• ACTIVITY:
Show, from the entries below, every line in which "main" appears.

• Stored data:

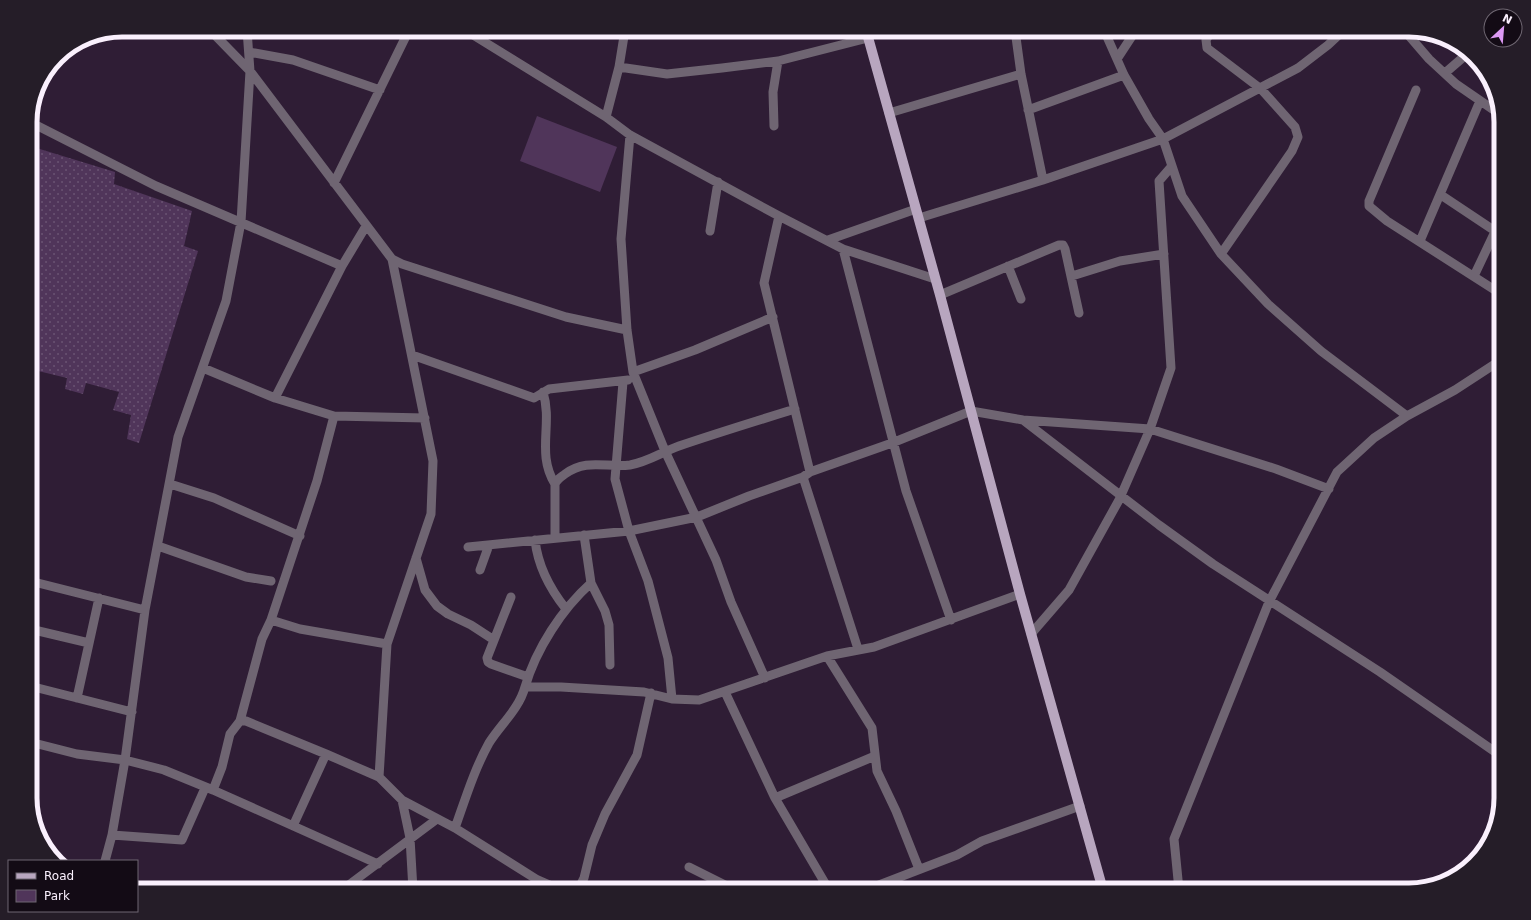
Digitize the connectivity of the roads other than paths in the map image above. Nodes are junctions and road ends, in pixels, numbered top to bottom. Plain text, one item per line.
1 (217, 37) edge
2 (248, 37) edge
3 (406, 37) edge
4 (476, 37) edge
5 (624, 37) edge
6 (857, 37) edge
7 (868, 37) edge
8 (1016, 37) edge
9 (1107, 37) edge
10 (1131, 37) edge
11 (1208, 37) edge
12 (1337, 37) edge
13 (1410, 37) edge
14 (249, 52) junction
15 (1464, 57) edge
16 (1117, 59) junction
17 (778, 61) junction
18 (619, 67) junction
19 (250, 71) junction
20 (1445, 73) junction
21 (1021, 74) junction
22 (1124, 74) junction
23 (1261, 89) junction
24 (380, 90) junction
25 (1416, 90) dead end
26 (1480, 101) junction
27 (1028, 110) junction
28 (1493, 110) edge
29 (889, 113) junction
30 (606, 117) junction
31 (37, 126) edge
32 (774, 126) dead end
33 (630, 135) junction
34 (1163, 139) junction
35 (1172, 166) junction
36 (1043, 180) junction
37 (334, 182) junction
38 (718, 182) junction
39 (1441, 195) junction
40 (917, 214) junction
41 (779, 216) junction
42 (241, 222) junction
43 (366, 226) junction
44 (1494, 230) edge
45 (710, 231) dead end
46 (1494, 233) edge
47 (828, 240) junction
48 (1420, 241) junction
49 (843, 248) junction
50 (1164, 254) junction
51 (1221, 254) junction
52 (392, 259) junction
53 (342, 266) junction
54 (1008, 266) junction
55 (1072, 276) junction
56 (1474, 276) junction
57 (935, 279) junction
58 (1494, 289) edge
59 (940, 295) junction
60 (1021, 299) dead end
61 (1079, 313) dead end
62 (773, 317) junction
63 (627, 330) junction
64 (412, 355) junction
65 (1494, 365) edge
66 (203, 368) junction
67 (634, 375) junction
68 (622, 382) junction
69 (543, 392) junction
70 (275, 398) junction
71 (795, 409) junction
72 (971, 411) junction
73 (334, 416) junction
74 (1407, 416) junction
75 (425, 418) junction
76 (1023, 420) junction
77 (1150, 429) junction
78 (892, 443) junction
79 (665, 451) junction
80 (616, 466) junction
81 (806, 474) junction
82 (170, 484) junction
83 (555, 484) junction
84 (1329, 489) junction
85 (1121, 495) junction
86 (697, 517) junction
87 (629, 531) junction
88 (584, 535) junction
89 (300, 536) junction
90 (555, 538) junction
91 (534, 540) junction
92 (489, 545) junction
93 (158, 546) junction
94 (468, 547) dead end
95 (416, 558) junction
96 (480, 570) dead end
97 (271, 581) dead end
98 (37, 583) edge
99 (591, 583) junction
100 (1020, 594) junction
101 (511, 597) dead end
102 (99, 598) junction
103 (1269, 602) junction
104 (566, 609) junction
105 (145, 610) junction
106 (271, 620) junction
107 (951, 620) junction
108 (37, 631) edge
109 (1031, 634) junction
110 (494, 640) junction
111 (89, 642) junction
112 (387, 644) junction
113 (858, 649) junction
114 (827, 656) junction
115 (610, 665) dead end
116 (528, 677) junction
117 (765, 678) junction
118 (525, 687) junction
119 (37, 688) edge
120 (724, 692) junction
121 (651, 693) junction
122 (77, 698) junction
123 (672, 699) junction
124 (132, 712) junction
125 (240, 721) junction
126 (37, 744) edge
127 (1494, 751) edge
128 (326, 754) junction
129 (875, 756) junction
130 (125, 760) junction
131 (379, 777) junction
132 (209, 789) junction
133 (775, 798) junction
134 (402, 800) junction
135 (1080, 806) junction
136 (437, 819) junction
137 (293, 826) junction
138 (455, 828) junction
139 (112, 835) junction
140 (410, 838) junction
141 (106, 860) edge
142 (378, 864) junction
143 (689, 867) dead end
144 (919, 869) junction
145 (536, 879) junction
146 (352, 883) edge
147 (413, 883) edge
148 (534, 883) edge
149 (545, 883) edge
150 (582, 883) edge
151 (721, 883) edge
152 (825, 883) edge
153 (884, 883) edge
154 (1101, 883) edge
155 (1177, 883) edge

1 - 19 street
2 - 14 street
3 - 24 street
4 - 30 street
5 - 18 street
6 - 17 street
7 - 29 main road
8 - 21 street
9 - 16 street
10 - 16 street
11 - 23 street
12 - 23 street
13 - 20 street
14 - 19 street
14 - 24 street
15 - 20 street
16 - 22 street
17 - 18 street
17 - 32 street
18 - 30 street
19 - 37 street
19 - 42 street
20 - 26 street
21 - 27 street
21 - 29 street
22 - 27 street
22 - 34 street
23 - 34 street
23 - 51 street
24 - 37 street
25 - 48 street
26 - 28 street
26 - 39 street
27 - 36 street
29 - 40 main road
30 - 33 street
31 - 42 street
33 - 38 street
33 - 63 street
34 - 35 street
34 - 36 street
35 - 50 street
35 - 51 street
36 - 40 street
37 - 43 street
38 - 41 street
38 - 45 street
39 - 44 street
39 - 48 street
40 - 47 street
40 - 57 main road
41 - 47 street
41 - 62 street
42 - 53 street
42 - 66 street
43 - 52 street
43 - 53 street
46 - 56 street
47 - 49 street
48 - 56 street
49 - 57 street
49 - 78 street
50 - 55 street
50 - 77 street
51 - 74 street
52 - 63 street
52 - 64 street
53 - 70 street
54 - 55 street
54 - 59 street
54 - 60 street
55 - 61 street
56 - 58 street
57 - 59 main road
59 - 72 main road
62 - 67 street
62 - 71 street
63 - 67 street
64 - 69 street
64 - 75 street
65 - 74 street
66 - 70 street
66 - 82 street
67 - 68 street
67 - 79 street
68 - 69 street
68 - 80 street
69 - 83 street
70 - 73 street
71 - 79 street
71 - 81 street
72 - 76 street
72 - 78 street
72 - 100 main road
73 - 75 street
73 - 89 street
74 - 84 street
75 - 95 street
76 - 77 street
76 - 85 street
77 - 84 street
77 - 85 street
78 - 81 street
78 - 107 street
79 - 80 street
79 - 86 street
80 - 83 street
80 - 87 street
81 - 86 street
81 - 113 street
82 - 89 street
82 - 93 street
83 - 90 street
84 - 103 street
85 - 103 street
85 - 109 street
86 - 87 street
86 - 117 street
87 - 88 street
87 - 123 street
88 - 90 street
88 - 99 street
89 - 106 street
90 - 91 street
91 - 92 street
91 - 104 street
92 - 94 street
92 - 96 street
93 - 97 street
93 - 105 street
95 - 110 street
95 - 112 street
98 - 102 street
99 - 104 street
99 - 115 street
100 - 107 street
100 - 109 main road
101 - 110 street
102 - 105 street
102 - 111 street
103 - 127 street
103 - 155 street
104 - 116 street
105 - 124 street
106 - 112 street
106 - 125 street
107 - 113 street
108 - 111 street
109 - 135 main road
110 - 116 street
111 - 122 street
112 - 131 street
113 - 114 street
114 - 117 street
114 - 129 street
116 - 118 street
117 - 120 street
118 - 121 street
118 - 138 street
119 - 122 street
120 - 123 street
120 - 133 street
121 - 123 street
121 - 150 street
122 - 124 street
124 - 130 street
125 - 128 street
125 - 132 street
126 - 130 street
128 - 131 street
128 - 137 street
129 - 133 street
129 - 144 street
130 - 132 street
130 - 139 street
131 - 134 street
132 - 137 street
132 - 139 street
133 - 152 street
134 - 136 street
134 - 140 street
135 - 144 street
135 - 154 main road
136 - 138 street
136 - 140 street
137 - 142 street
138 - 145 street
139 - 141 street
140 - 142 street
140 - 147 street
142 - 146 street
143 - 151 street
144 - 153 street
145 - 148 street
145 - 149 street

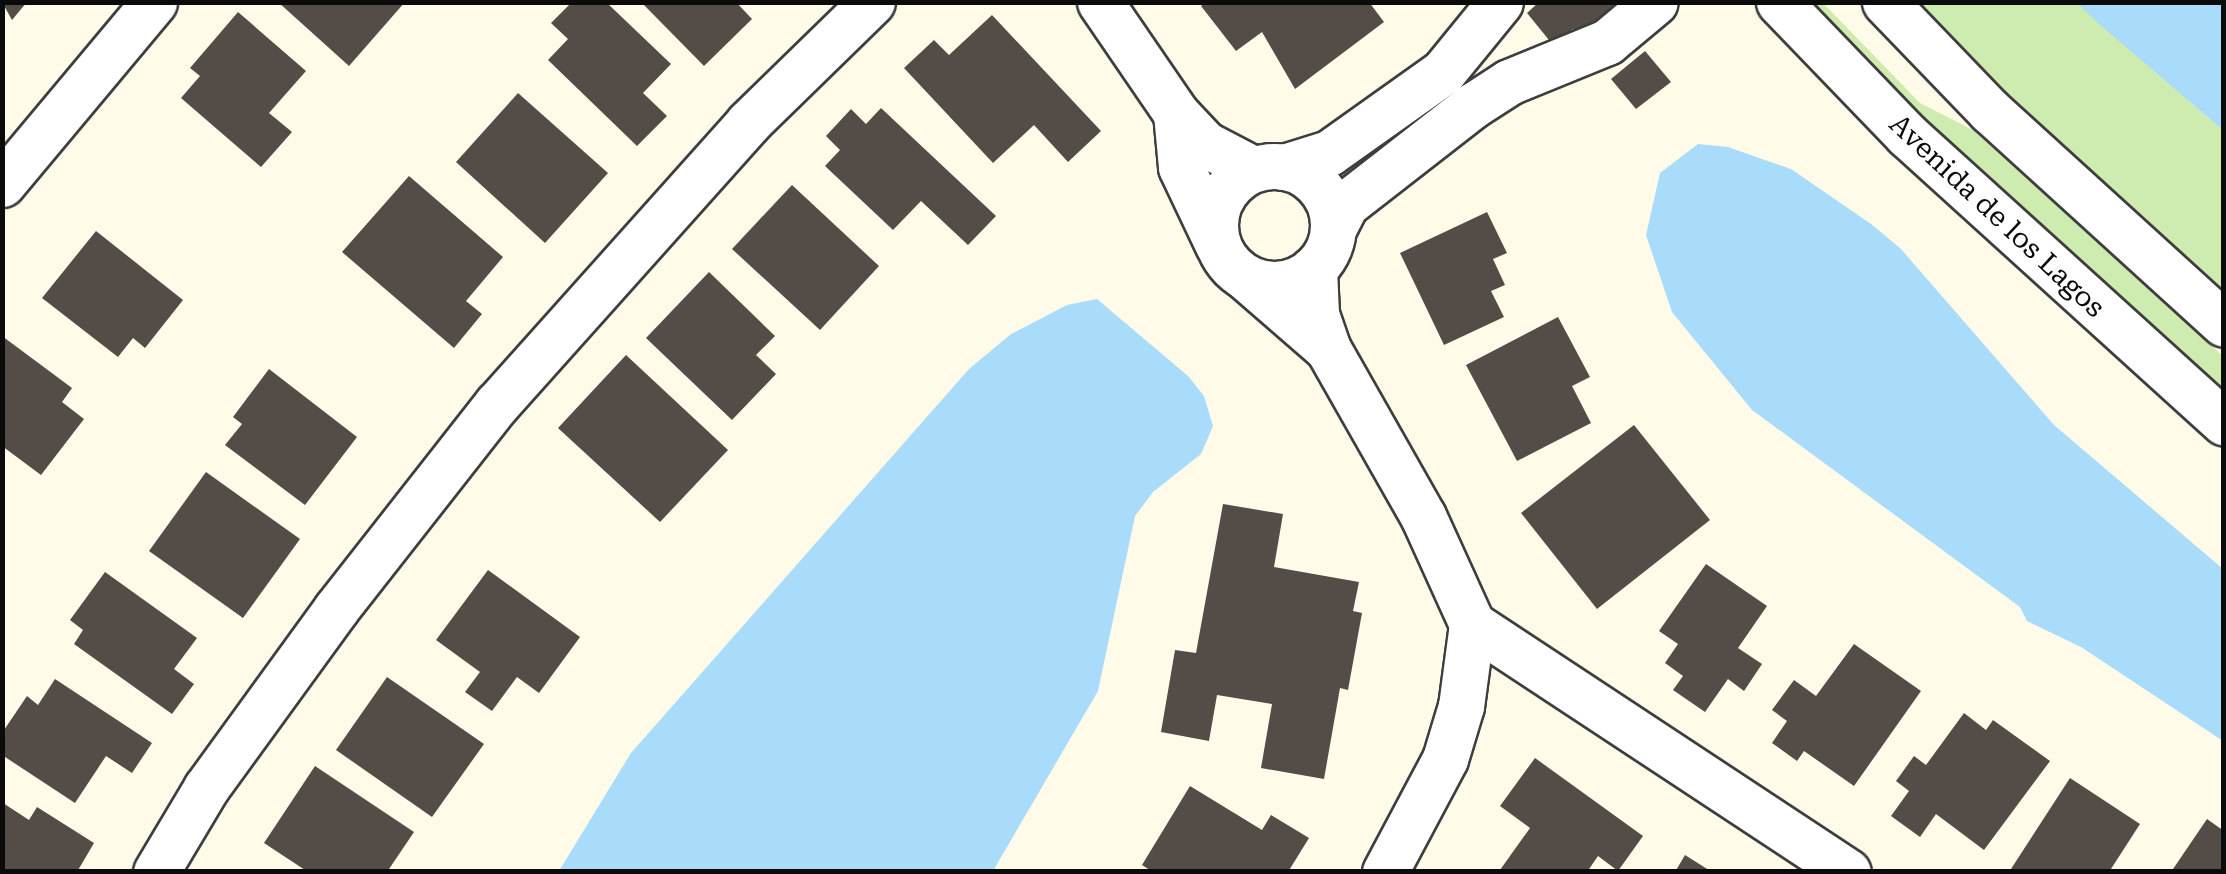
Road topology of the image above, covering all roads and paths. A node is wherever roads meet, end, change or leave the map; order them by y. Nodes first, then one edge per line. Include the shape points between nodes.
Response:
1 (154, 2) edge
2 (872, 2) edge
3 (1100, 2) edge
4 (1500, 2) edge
5 (1655, 2) edge
6 (1779, 2) edge
7 (1885, 2) edge
8 (1176, 114) junction
9 (1269, 168) junction
10 (2, 184) edge
11 (1324, 249) junction
12 (1232, 262) junction
13 (2224, 324) edge
14 (1328, 349) junction
15 (2224, 422) edge
16 (1472, 624) junction
17 (156, 872) edge
18 (1385, 872) edge
19 (1848, 872) edge

1 - 10 street
2 - 17 street via 748,123 497,404 325,624 206,788
3 - 8 street
4 - 9 street via 1443,72 1328,153
5 - 11 street via 1607,42 1509,82 1472,106 1346,204
6 - 15 street, Avenida de los Lagos via 1907,135
7 - 13 street via 1990,111
8 - 9 street via 1205,144
8 - 12 street via 1181,167
9 - 11 street via 1300,172 1326,196
9 - 12 street via 1224,193 1215,230
11 - 12 street via 1281,283
11 - 14 street via 1316,314
12 - 14 street
14 - 16 street via 1423,516
16 - 18 street via 1461,706 1445,760
16 - 19 street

• ANSWER SECTION:
7 - 29 main road
29 - 40 main road
40 - 57 main road
57 - 59 main road
59 - 72 main road
72 - 100 main road
100 - 109 main road
109 - 135 main road
135 - 154 main road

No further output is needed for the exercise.